Your goal
Every record must be copied exactly. Leave nothing out.
──────── Data for review
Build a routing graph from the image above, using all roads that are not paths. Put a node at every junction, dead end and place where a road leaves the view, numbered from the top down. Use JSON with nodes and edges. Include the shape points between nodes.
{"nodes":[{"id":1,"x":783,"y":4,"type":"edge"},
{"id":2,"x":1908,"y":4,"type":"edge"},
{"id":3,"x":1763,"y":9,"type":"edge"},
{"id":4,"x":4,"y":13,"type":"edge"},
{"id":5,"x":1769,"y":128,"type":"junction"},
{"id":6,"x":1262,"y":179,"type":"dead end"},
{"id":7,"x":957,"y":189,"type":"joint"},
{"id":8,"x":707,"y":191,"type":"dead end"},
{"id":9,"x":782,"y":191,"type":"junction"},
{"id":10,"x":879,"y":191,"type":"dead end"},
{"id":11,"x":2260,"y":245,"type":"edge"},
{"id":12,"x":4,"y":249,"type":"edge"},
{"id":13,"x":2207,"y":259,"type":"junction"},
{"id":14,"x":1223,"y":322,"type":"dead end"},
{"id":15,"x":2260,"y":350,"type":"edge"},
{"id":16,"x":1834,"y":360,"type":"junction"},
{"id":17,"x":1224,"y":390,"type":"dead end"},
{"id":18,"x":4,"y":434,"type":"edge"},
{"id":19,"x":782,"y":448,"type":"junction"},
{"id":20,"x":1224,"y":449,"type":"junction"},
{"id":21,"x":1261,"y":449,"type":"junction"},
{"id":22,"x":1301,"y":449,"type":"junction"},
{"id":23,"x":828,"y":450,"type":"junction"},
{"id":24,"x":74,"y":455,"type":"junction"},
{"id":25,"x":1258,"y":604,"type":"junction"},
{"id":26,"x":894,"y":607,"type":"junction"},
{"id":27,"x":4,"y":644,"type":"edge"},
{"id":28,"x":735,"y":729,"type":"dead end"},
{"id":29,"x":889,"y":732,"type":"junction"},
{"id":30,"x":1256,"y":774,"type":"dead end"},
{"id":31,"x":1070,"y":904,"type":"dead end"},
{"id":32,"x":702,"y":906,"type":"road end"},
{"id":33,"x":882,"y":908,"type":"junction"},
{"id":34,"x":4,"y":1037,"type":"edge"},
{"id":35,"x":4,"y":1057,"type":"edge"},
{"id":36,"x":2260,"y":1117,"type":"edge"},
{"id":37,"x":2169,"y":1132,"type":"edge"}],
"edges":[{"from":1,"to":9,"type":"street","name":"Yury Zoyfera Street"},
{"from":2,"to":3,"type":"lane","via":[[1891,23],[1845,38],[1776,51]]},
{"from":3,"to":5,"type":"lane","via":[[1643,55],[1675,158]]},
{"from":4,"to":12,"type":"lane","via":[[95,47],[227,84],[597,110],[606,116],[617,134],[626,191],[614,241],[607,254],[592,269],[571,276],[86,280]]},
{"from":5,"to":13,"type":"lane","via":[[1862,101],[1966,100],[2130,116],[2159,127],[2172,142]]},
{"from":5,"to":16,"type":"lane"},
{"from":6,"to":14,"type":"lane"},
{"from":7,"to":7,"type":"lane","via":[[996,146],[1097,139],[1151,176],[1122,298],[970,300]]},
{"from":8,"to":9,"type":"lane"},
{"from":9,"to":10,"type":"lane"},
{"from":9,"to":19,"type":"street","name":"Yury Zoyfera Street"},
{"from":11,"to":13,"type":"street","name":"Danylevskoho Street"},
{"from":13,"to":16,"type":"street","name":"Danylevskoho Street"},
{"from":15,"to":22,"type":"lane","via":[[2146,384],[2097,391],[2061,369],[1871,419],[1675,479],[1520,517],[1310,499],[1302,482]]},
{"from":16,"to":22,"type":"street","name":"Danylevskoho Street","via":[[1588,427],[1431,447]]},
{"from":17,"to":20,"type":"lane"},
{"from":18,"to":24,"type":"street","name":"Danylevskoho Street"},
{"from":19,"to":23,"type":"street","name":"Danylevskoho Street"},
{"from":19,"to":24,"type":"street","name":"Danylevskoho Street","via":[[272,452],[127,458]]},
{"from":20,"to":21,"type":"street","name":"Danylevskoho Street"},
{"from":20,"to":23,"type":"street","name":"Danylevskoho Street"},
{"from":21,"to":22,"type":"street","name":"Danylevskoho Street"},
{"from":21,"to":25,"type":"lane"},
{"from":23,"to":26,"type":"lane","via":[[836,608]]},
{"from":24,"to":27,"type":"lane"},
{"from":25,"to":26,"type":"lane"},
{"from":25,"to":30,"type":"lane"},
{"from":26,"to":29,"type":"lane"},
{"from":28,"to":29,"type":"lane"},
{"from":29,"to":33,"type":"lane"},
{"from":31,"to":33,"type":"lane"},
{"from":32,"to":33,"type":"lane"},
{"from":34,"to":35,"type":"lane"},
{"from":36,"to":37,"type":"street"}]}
────────────────
Completed task
Build a routing graph from the image above, using all roads that are not paths. Put a node at every junction, dead end and place where a road leaves the view, numbered from the top down. Use JSON with nodes and edges. Include the shape points between nodes.
{"nodes":[{"id":1,"x":783,"y":4,"type":"edge"},
{"id":2,"x":1908,"y":4,"type":"edge"},
{"id":3,"x":1763,"y":9,"type":"edge"},
{"id":4,"x":4,"y":13,"type":"edge"},
{"id":5,"x":1769,"y":128,"type":"junction"},
{"id":6,"x":1262,"y":179,"type":"dead end"},
{"id":7,"x":957,"y":189,"type":"joint"},
{"id":8,"x":707,"y":191,"type":"dead end"},
{"id":9,"x":782,"y":191,"type":"junction"},
{"id":10,"x":879,"y":191,"type":"dead end"},
{"id":11,"x":2260,"y":245,"type":"edge"},
{"id":12,"x":4,"y":249,"type":"edge"},
{"id":13,"x":2207,"y":259,"type":"junction"},
{"id":14,"x":1223,"y":322,"type":"dead end"},
{"id":15,"x":2260,"y":350,"type":"edge"},
{"id":16,"x":1834,"y":360,"type":"junction"},
{"id":17,"x":1224,"y":390,"type":"dead end"},
{"id":18,"x":4,"y":434,"type":"edge"},
{"id":19,"x":782,"y":448,"type":"junction"},
{"id":20,"x":1224,"y":449,"type":"junction"},
{"id":21,"x":1261,"y":449,"type":"junction"},
{"id":22,"x":1301,"y":449,"type":"junction"},
{"id":23,"x":828,"y":450,"type":"junction"},
{"id":24,"x":74,"y":455,"type":"junction"},
{"id":25,"x":1258,"y":604,"type":"junction"},
{"id":26,"x":894,"y":607,"type":"junction"},
{"id":27,"x":4,"y":644,"type":"edge"},
{"id":28,"x":735,"y":729,"type":"dead end"},
{"id":29,"x":889,"y":732,"type":"junction"},
{"id":30,"x":1256,"y":774,"type":"dead end"},
{"id":31,"x":1070,"y":904,"type":"dead end"},
{"id":32,"x":702,"y":906,"type":"road end"},
{"id":33,"x":882,"y":908,"type":"junction"},
{"id":34,"x":4,"y":1037,"type":"edge"},
{"id":35,"x":4,"y":1057,"type":"edge"},
{"id":36,"x":2260,"y":1117,"type":"edge"},
{"id":37,"x":2169,"y":1132,"type":"edge"}],
"edges":[{"from":1,"to":9,"type":"street","name":"Yury Zoyfera Street"},
{"from":2,"to":3,"type":"lane","via":[[1891,23],[1845,38],[1776,51]]},
{"from":3,"to":5,"type":"lane","via":[[1643,55],[1675,158]]},
{"from":4,"to":12,"type":"lane","via":[[95,47],[227,84],[597,110],[606,116],[617,134],[626,191],[614,241],[607,254],[592,269],[571,276],[86,280]]},
{"from":5,"to":13,"type":"lane","via":[[1862,101],[1966,100],[2130,116],[2159,127],[2172,142]]},
{"from":5,"to":16,"type":"lane"},
{"from":6,"to":14,"type":"lane"},
{"from":7,"to":7,"type":"lane","via":[[996,146],[1097,139],[1151,176],[1122,298],[970,300]]},
{"from":8,"to":9,"type":"lane"},
{"from":9,"to":10,"type":"lane"},
{"from":9,"to":19,"type":"street","name":"Yury Zoyfera Street"},
{"from":11,"to":13,"type":"street","name":"Danylevskoho Street"},
{"from":13,"to":16,"type":"street","name":"Danylevskoho Street"},
{"from":15,"to":22,"type":"lane","via":[[2146,384],[2097,391],[2061,369],[1871,419],[1675,479],[1520,517],[1310,499],[1302,482]]},
{"from":16,"to":22,"type":"street","name":"Danylevskoho Street","via":[[1588,427],[1431,447]]},
{"from":17,"to":20,"type":"lane"},
{"from":18,"to":24,"type":"street","name":"Danylevskoho Street"},
{"from":19,"to":23,"type":"street","name":"Danylevskoho Street"},
{"from":19,"to":24,"type":"street","name":"Danylevskoho Street","via":[[272,452],[127,458]]},
{"from":20,"to":21,"type":"street","name":"Danylevskoho Street"},
{"from":20,"to":23,"type":"street","name":"Danylevskoho Street"},
{"from":21,"to":22,"type":"street","name":"Danylevskoho Street"},
{"from":21,"to":25,"type":"lane"},
{"from":23,"to":26,"type":"lane","via":[[836,608]]},
{"from":24,"to":27,"type":"lane"},
{"from":25,"to":26,"type":"lane"},
{"from":25,"to":30,"type":"lane"},
{"from":26,"to":29,"type":"lane"},
{"from":28,"to":29,"type":"lane"},
{"from":29,"to":33,"type":"lane"},
{"from":31,"to":33,"type":"lane"},
{"from":32,"to":33,"type":"lane"},
{"from":34,"to":35,"type":"lane"},
{"from":36,"to":37,"type":"street"}]}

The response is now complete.